WHAT NEEDS TO BE DONE
Where the word "roads" occurs in a line of the data, return the whole line.

RECORDS
========================

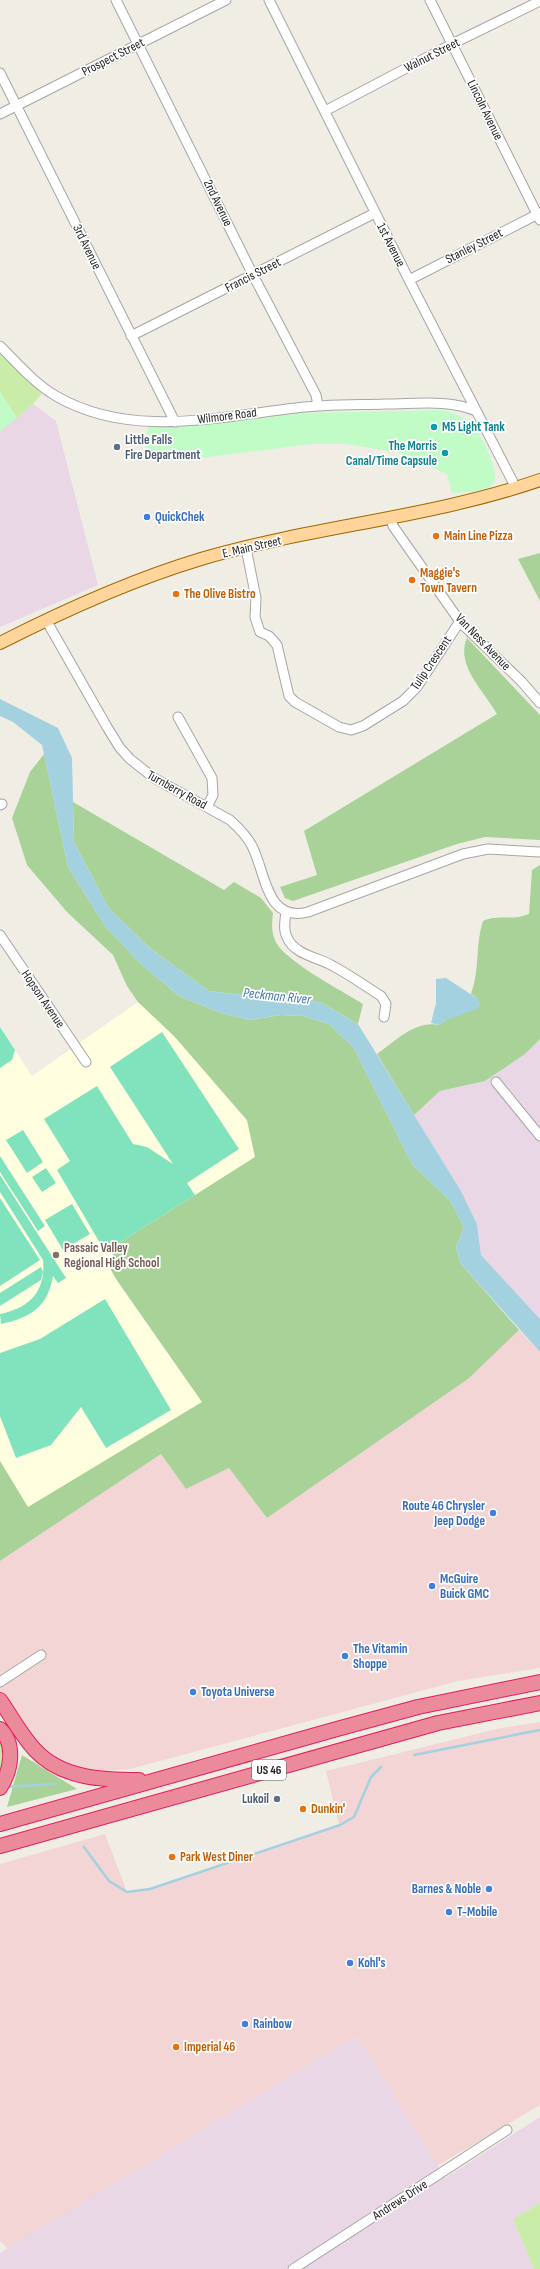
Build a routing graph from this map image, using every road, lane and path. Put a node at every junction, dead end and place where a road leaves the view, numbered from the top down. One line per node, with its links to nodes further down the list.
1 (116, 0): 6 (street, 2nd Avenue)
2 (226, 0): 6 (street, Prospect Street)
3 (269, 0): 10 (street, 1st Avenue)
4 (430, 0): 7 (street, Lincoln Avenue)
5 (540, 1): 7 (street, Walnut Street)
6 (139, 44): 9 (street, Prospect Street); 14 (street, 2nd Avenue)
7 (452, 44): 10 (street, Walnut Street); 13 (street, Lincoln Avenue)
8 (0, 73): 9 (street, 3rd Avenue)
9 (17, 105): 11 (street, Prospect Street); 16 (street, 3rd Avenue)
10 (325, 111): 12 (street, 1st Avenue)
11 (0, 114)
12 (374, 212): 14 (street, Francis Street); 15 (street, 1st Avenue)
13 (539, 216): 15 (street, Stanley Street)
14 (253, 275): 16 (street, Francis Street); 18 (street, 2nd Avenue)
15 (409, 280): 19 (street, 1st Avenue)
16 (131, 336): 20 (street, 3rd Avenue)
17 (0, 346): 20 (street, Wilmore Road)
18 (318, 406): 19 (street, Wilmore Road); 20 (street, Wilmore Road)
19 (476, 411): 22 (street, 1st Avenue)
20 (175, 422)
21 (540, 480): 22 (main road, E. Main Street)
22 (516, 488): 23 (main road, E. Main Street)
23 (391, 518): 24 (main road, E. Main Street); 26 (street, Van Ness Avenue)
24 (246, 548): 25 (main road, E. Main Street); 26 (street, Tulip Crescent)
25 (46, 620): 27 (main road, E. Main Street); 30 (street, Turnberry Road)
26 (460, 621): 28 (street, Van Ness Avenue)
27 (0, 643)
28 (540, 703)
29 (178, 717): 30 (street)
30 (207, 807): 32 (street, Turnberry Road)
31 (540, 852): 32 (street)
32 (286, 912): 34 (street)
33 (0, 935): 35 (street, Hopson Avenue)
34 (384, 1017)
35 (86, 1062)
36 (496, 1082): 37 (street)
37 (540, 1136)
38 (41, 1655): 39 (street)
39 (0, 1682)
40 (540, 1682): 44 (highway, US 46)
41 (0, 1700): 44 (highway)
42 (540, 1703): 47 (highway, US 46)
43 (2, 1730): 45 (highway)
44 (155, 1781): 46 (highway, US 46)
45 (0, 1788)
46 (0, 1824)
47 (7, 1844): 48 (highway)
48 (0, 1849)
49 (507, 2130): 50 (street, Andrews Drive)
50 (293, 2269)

========================

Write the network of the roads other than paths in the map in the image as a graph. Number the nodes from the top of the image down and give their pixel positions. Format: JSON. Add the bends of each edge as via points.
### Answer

========================

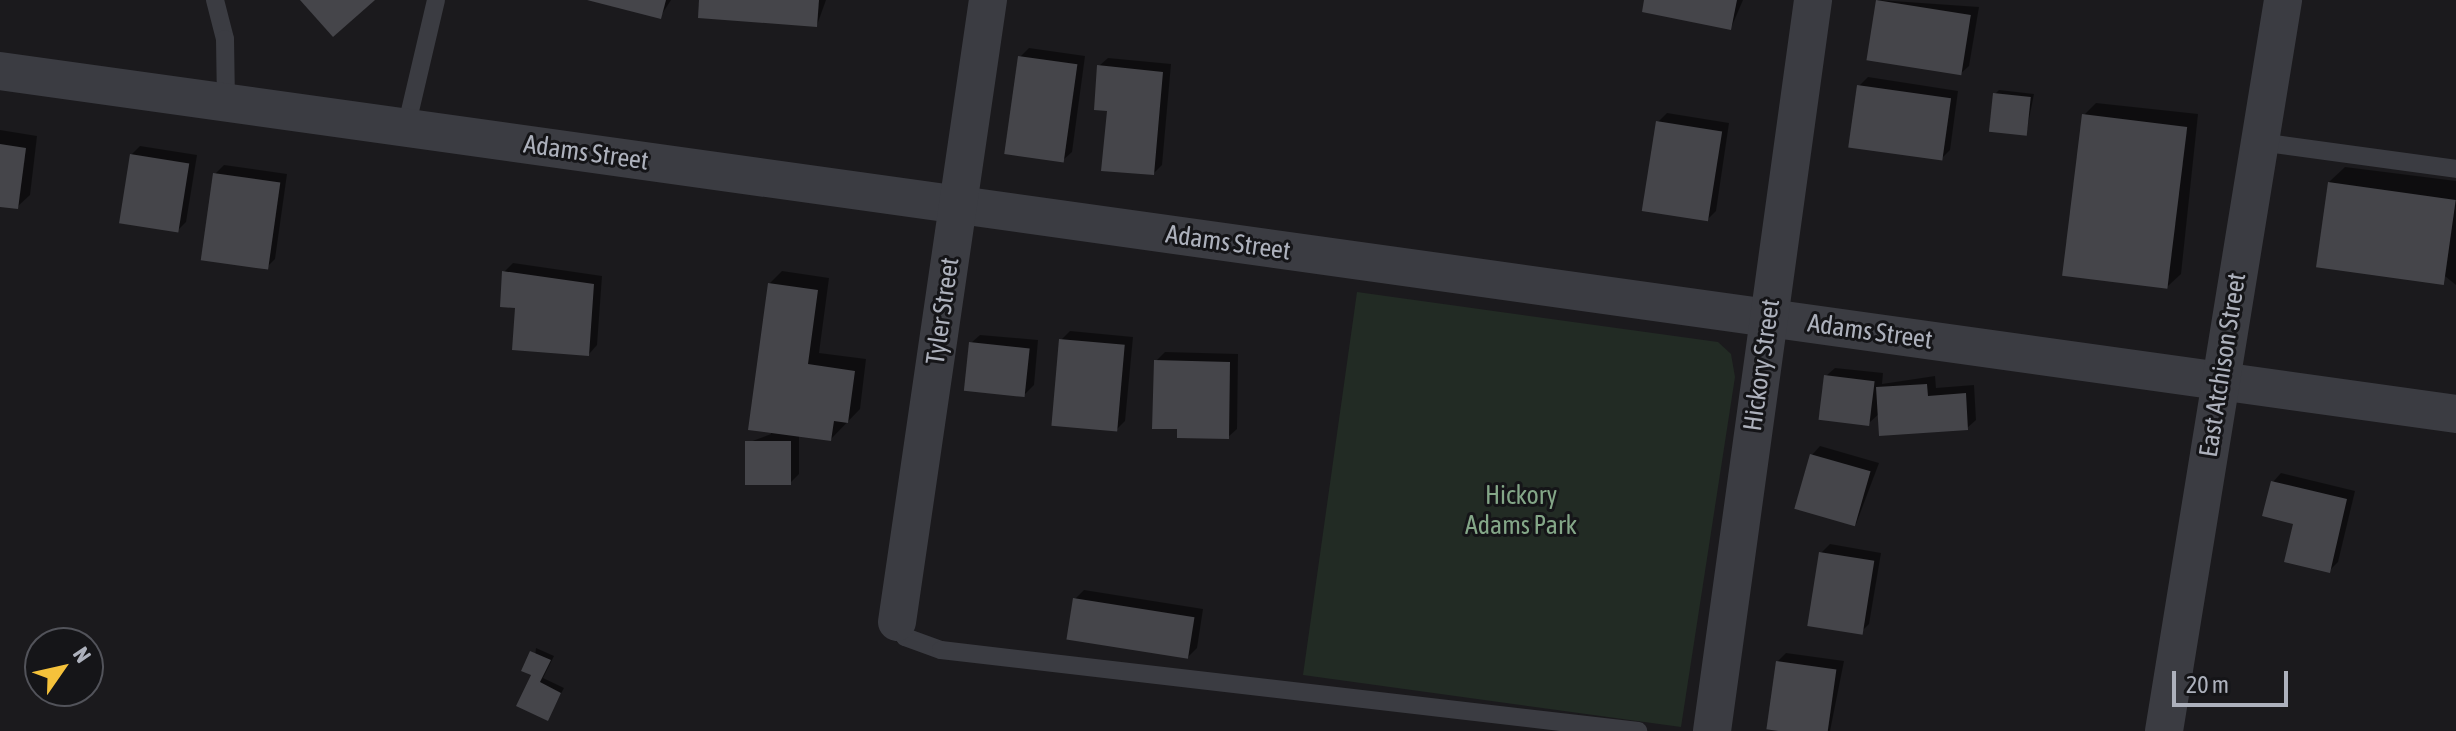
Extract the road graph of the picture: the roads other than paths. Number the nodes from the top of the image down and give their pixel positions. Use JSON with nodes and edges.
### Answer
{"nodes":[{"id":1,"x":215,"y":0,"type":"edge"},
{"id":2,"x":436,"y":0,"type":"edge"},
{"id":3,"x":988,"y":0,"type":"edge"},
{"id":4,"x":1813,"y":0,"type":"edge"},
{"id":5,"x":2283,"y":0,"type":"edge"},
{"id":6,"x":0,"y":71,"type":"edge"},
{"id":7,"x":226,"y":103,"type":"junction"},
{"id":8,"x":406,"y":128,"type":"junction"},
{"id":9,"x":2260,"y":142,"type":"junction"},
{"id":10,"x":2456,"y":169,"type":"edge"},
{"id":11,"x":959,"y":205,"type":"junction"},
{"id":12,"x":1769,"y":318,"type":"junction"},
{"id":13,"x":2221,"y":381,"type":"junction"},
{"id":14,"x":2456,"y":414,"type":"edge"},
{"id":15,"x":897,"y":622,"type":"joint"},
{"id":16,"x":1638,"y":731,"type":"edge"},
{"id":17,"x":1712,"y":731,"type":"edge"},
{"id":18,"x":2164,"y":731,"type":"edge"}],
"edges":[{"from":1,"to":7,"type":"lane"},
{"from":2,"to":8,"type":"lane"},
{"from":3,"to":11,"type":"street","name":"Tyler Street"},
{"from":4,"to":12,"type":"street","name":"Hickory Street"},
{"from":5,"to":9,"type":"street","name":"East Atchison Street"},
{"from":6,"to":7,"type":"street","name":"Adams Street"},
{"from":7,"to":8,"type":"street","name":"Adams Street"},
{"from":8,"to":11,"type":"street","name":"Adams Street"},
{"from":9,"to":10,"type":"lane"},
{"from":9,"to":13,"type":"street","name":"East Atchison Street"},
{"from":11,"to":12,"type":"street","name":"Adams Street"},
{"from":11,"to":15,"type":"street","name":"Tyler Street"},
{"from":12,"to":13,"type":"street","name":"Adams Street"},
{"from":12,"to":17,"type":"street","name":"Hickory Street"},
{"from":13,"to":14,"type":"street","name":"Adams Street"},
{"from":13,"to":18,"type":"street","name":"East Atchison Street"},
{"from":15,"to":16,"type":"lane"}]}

========================

RESPONSE TO THIS TASK
Write the network of the roads other than paths in the map in the image as a graph. Number the nodes from the top of the image down and give their pixel positions. Format: JSON. Add the bends of each edge as via points.
Extract the road graph of the picture: the roads other than paths. Number the nodes from the top of the image down and give their pixel positions. Use JSON with nodes and edges.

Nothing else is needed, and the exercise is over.